Personal details
- Occupation: Army officer

Military service
- Rank: Colonel

= Raef al-Maarri =

Raef al-Maarri (رائف المعرّي) was an officer in the Syrian Army and a deputy of Colonel Jassem Alwan.

Politically aligned with the Nasserists, supporters of Egyptian president Gamal Abdel Nasser, Maarri and Alwan orchestrated a failed coup attempt against the Ba'athist-dominated government that took power in the coup d'état of 8 March 1963, which toppled the secessionist government of Nazim al-Qudsi and Khalid al-Azm. The latter two themselves gained power after a coup that ended the union with Egypt in the United Arab Republic. The Nasserists were major participants in the 8 March coup, but were increasingly sidelined by the Ba'athists who executed a mass purging of Nasserists and political independents beginning in late April.

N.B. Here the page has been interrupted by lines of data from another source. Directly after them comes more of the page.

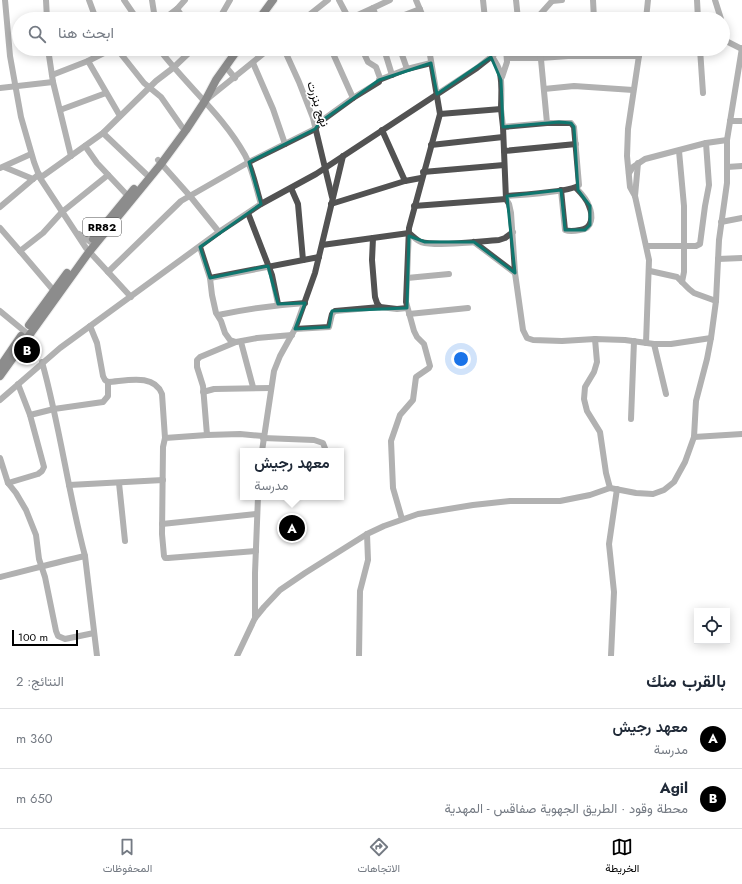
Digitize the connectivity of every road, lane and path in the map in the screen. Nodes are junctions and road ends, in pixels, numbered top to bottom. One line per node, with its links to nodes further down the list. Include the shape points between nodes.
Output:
1 (0, 0): 2 (street)
2 (5, 0): 3 (street); 80 (street)
3 (10, 0)
4 (46, 0): 26 (street)
5 (89, 0): 27 (street)
6 (124, 0): 28 (street)
7 (152, 0): 29 (street)
8 (184, 0): 24 (street)
9 (230, 0): 32 (street)
10 (273, 0): 33 (main road)
11 (328, 0): 34 (street)
12 (338, 0): 35 (street)
13 (390, 0): 23 (street)
14 (416, 0): 25 (street)
15 (483, 0): 40 (street)
16 (516, 0): 41 (street)
17 (562, 0): 22 (street)
18 (593, 0): 43 (street)
19 (648, 0): 44 (street)
20 (697, 0): 45 (street)
21 (715, 0): 46 (street)
22 (552, 1): 42 (street)
23 (373, 8): 36 (street); 37 (street)
24 (178, 9): 30 (street); 31 (street)
25 (420, 9): 38 (street); 39 (street)
26 (47, 12)
27 (93, 12)
28 (132, 12)
29 (154, 12)
30 (174, 12)
31 (180, 12)
32 (223, 12)
33 (264, 12)
34 (317, 12)
35 (345, 12)
36 (364, 12)
37 (374, 12)
38 (412, 12)
39 (421, 12)
40 (484, 12)
41 (517, 12)
42 (542, 12)
43 (594, 12)
44 (647, 12)
45 (698, 12)
46 (719, 12)
47 (730, 42): 48 (street)
48 (742, 49): 95 (street)
49 (49, 56): 76 (street)
50 (98, 56): 68 (street)
51 (123, 56): 83 (street)
52 (164, 56): 72 (street)
53 (186, 56): 72 (street)
54 (233, 56): 71 (main road, RR82)
55 (261, 56): 70 (street)
56 (287, 56): 100 (street, نهج بنزرت, via 313,118)
57 (334, 56): 89 (street)
58 (365, 56): 78 (street, via 368,62 376,67)
59 (386, 56): 74 (street)
60 (402, 56): 73 (street)
61 (430, 56): 69 (street)
62 (598, 56): 63 (street); 67 (street)
63 (639, 56): 85 (street)
64 (700, 56): 86 (street)
65 (491, 57): 79 (street, via 499,69); 88 (street)
66 (507, 58): 67 (street); 79 (street)
67 (542, 58): 84 (street)
68 (88, 61): 76 (street); 87 (street)
69 (431, 62): 73 (street); 88 (street)
70 (253, 63): 75 (street); 106 (street)
71 (226, 67): 75 (street); 77 (main road, RR82)
72 (173, 68): 83 (street); 90 (street)
73 (407, 69): 74 (street)
74 (392, 75): 78 (street)
75 (235, 78): 81 (street)
76 (52, 79): 80 (street); 92 (street)
77 (216, 80): 81 (street); 90 (main road, RR82)
78 (379, 80): 89 (street)
79 (501, 80): 91 (street)
80 (15, 86): 82 (street); 112 (street)
81 (224, 87): 90 (street)
82 (0, 88)
83 (150, 88): 94 (street); 98 (street, via 161,97)
84 (544, 88): 85 (street, via 574,86); 97 (street)
85 (633, 90): 123 (street, via 628,129)
86 (703, 92)
87 (106, 93): 92 (street); 94 (street)
88 (437, 94): 93 (street); 101 (street)
89 (353, 98): 100 (street, via 320,122)
90 (204, 100): 98 (main road, RR82); 115 (main road, RR82); 116 (street, via 232,135)
91 (501, 109): 93 (street); 99 (street)
92 (60, 110): 113 (street)
93 (440, 114): 108 (street)
94 (120, 116): 102 (street)
95 (730, 121): 96 (street); 104 (street)
96 (742, 121)
97 (547, 123): 99 (street); 107 (street, via 571,123)
98 (182, 127): 115 (main road, RR82)
99 (503, 127): 103 (street)
100 (315, 129): 106 (street); 122 (street, نهج بنزرت)
101 (382, 130): 114 (street); 129 (street)
102 (103, 133): 109 (street); 124 (street)
103 (503, 137): 108 (street); 110 (street)
104 (727, 140): 105 (street); 121 (street)
105 (706, 142): 111 (street); 153 (street, via 709,185 701,241 698,246)
106 (285, 144): 116 (street)
107 (576, 144): 110 (street); 131 (street, via 580,180 580,185)
108 (431, 145): 126 (street)
109 (85, 146): 113 (street); 125 (street)
110 (504, 151): 118 (street)
111 (679, 151): 117 (street); 153 (street, via 684,206)
112 (31, 154): 120 (street); 127 (street)
113 (71, 156): 127 (street)
114 (342, 156): 122 (street); 137 (street)
115 (160, 162): 124 (main road, RR82); 134 (street); 154 (main road, RR82)
116 (249, 162): 134 (street); 138 (street)
117 (638, 163): 123 (street); 135 (street)
118 (504, 165): 126 (street); 136 (street)
119 (742, 166): 121 (street)
120 (2, 167): 128 (street)
121 (727, 167): 144 (street, via 726,197)
122 (326, 168): 130 (street); 137 (street, نهج بنزرت)
123 (629, 173): 135 (street, via 631,189)
124 (146, 174): 133 (main road, RR82)
125 (108, 175): 133 (street); 141 (street)
126 (422, 175): 129 (street); 139 (street)
127 (40, 176): 128 (street); 141 (street)
128 (33, 179): 140 (street)
129 (405, 181): 137 (street)
130 (291, 188): 138 (street); 160 (street, via 298,204)
131 (576, 188): 132 (street); 132 (street, via 590,206 590,224 586,230 565,230)
132 (561, 190): 136 (street)
133 (128, 196): 154 (main road, RR82)
134 (190, 196): 146 (street); 163 (street, via 181,201)
135 (635, 196): 152 (street)
136 (506, 198): 139 (street); 147 (street, via 510,207)
137 (332, 201): 151 (street)
138 (261, 204): 142 (street)
139 (414, 206): 148 (street)
140 (0, 207)
141 (62, 212): 154 (street); 156 (street, via 43,233)
142 (248, 213): 146 (street); 161 (street)
143 (742, 218): 144 (street)
144 (721, 222): 159 (street)
145 (0, 228): 156 (street)
146 (219, 232): 155 (street)
147 (513, 232): 150 (street, via 501,240); 164 (street)
148 (409, 233): 149 (street); 150 (street, via 425,242); 167 (street)
149 (373, 238): 151 (street); 174 (street, via 375,297)
150 (474, 242): 164 (street)
151 (322, 245): 157 (street)
152 (647, 246): 153 (street); 162 (street)
153 (684, 246): 168 (street)
154 (90, 247): 163 (street); 169 (main road, RR82); 181 (main road, RR82)
155 (200, 247): 166 (street); 170 (street)
156 (20, 251): 169 (street)
157 (319, 257): 160 (street); 172 (street)
158 (742, 258): 159 (street)
159 (718, 259): 171 (street)
160 (303, 260): 161 (street)
161 (268, 266): 166 (street); 173 (street)
162 (650, 271): 168 (street, via 675,276); 187 (street)
163 (108, 272): 170 (street)
164 (515, 273): 184 (street, via 523,330 527,338 562,342)
165 (449, 274): 167 (street)
166 (210, 278): 178 (street)
167 (407, 278): 177 (street)
168 (682, 282): 171 (street, via 694,292)
169 (54, 292): 181 (main road, RR82)
170 (131, 297): 179 (street)
171 (716, 301): 183 (street)
172 (305, 303): 173 (street); 180 (street)
173 (278, 304): 178 (street)
174 (380, 307): 177 (street); 180 (street, via 335,311 329,327)
175 (468, 308): 177 (street)
176 (0, 311): 181 (street)
177 (408, 311): 218 (street, via 414,331 424,344 430,366 416,377 413,400 400,414 392,441 393,488)
178 (218, 315): 186 (street, via 228,338)
179 (90, 326): 190 (street); 193 (street, via 97,343 103,376)
180 (295, 329): 182 (street)
181 (27, 333): 189 (main road, RR82)
182 (292, 335): 186 (street); 196 (street, via 275,366)
183 (711, 338): 188 (street, via 683,343); 206 (street, via 696,401)
184 (595, 339): 185 (street); 215 (street, via 596,362 594,372 585,387 584,399 587,411 600,432 604,467)
185 (634, 341): 187 (street); 202 (street)
186 (239, 342): 195 (street); 197 (street, via 197,360)
187 (646, 343): 188 (street)
188 (654, 344): 198 (street)
189 (14, 351): 191 (main road, RR82); 192 (main road, RR82)
190 (42, 362): 194 (street); 200 (street)
191 (0, 367)
192 (0, 376)
193 (108, 382): 200 (street, via 108,396 103,402); 207 (street, via 144,380 157,385 162,394)
194 (18, 384): 199 (street); 201 (street)
195 (253, 387): 196 (street); 197 (street)
196 (271, 388): 205 (street)
197 (203, 392): 204 (street)
198 (666, 394)
199 (0, 400)
200 (54, 409): 201 (street); 214 (street)
201 (30, 415): 212 (street, via 44,467 38,474)
202 (631, 419)
203 (742, 434): 206 (street)
204 (207, 435): 205 (street, via 240,434); 207 (street)
205 (263, 437): 208 (street); 209 (street, via 314,440 323,443)
206 (694, 437): 215 (street, via 678,477 669,486 649,494)
207 (165, 438): 211 (street)
208 (262, 448)
209 (325, 448)
210 (0, 458): 212 (street)
211 (163, 480): 213 (street); 219 (street)
212 (8, 483): 224 (street, via 30,517)
213 (119, 483): 214 (street); 221 (street)
214 (69, 485): 223 (street)
215 (614, 488): 218 (street, via 560,501 510,501 473,505); 231 (street, via 609,541 614,592)
216 (258, 500): 217 (street)
217 (256, 514): 219 (street); 222 (street)
218 (402, 519): 220 (street)
219 (162, 524): 222 (street, via 165,558)
220 (368, 534): 226 (street, via 280,590); 230 (street, via 368,560 360,591)
221 (125, 541)
222 (256, 551): 226 (street)
223 (85, 556): 224 (street); 227 (street)
224 (42, 567): 225 (street); 227 (street, via 58,636 65,639)
225 (0, 577)
226 (256, 618): 229 (street)
227 (94, 633): 228 (street)
228 (97, 656)
229 (237, 656)
230 (359, 656)
231 (611, 656)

Maarri and Alwan planned a counter coup against the Ba'athists with the aid of the Arab Nationalist Movement in Syria and Egyptian intelligence. The insurrection was launched on 18 July, but was violently quelled by the security forces led Amin al-Hafiz, the Ba'athist Interior Minister. Several Nasserist officers were arrested and executed in the immediate aftermath, but Maarri managed to flee the authorities and went into hiding in the Ghouta countryside of Damascus with Alwan. After being discovered and apprehended, both were tried by a military court where Maarri pleaded guilty to his role in the abortive coup, stating it was an attempt to ensure the unification process with Egypt and Iraq would continue in light of the Ba'athists' perceived anti-unionist actions. Maarri was sentenced to death, but the sentence was later reduced to life imprisonment on 10 December. He was released a year later in December 1964 with Alwan and several other alleged participants in the July coup in an amnesty agreement. Afterward, the men were escorted to the border with Lebanon from which they departed for the Egyptian embassy in Beirut to seek asylum in Egypt, which Egypt granted.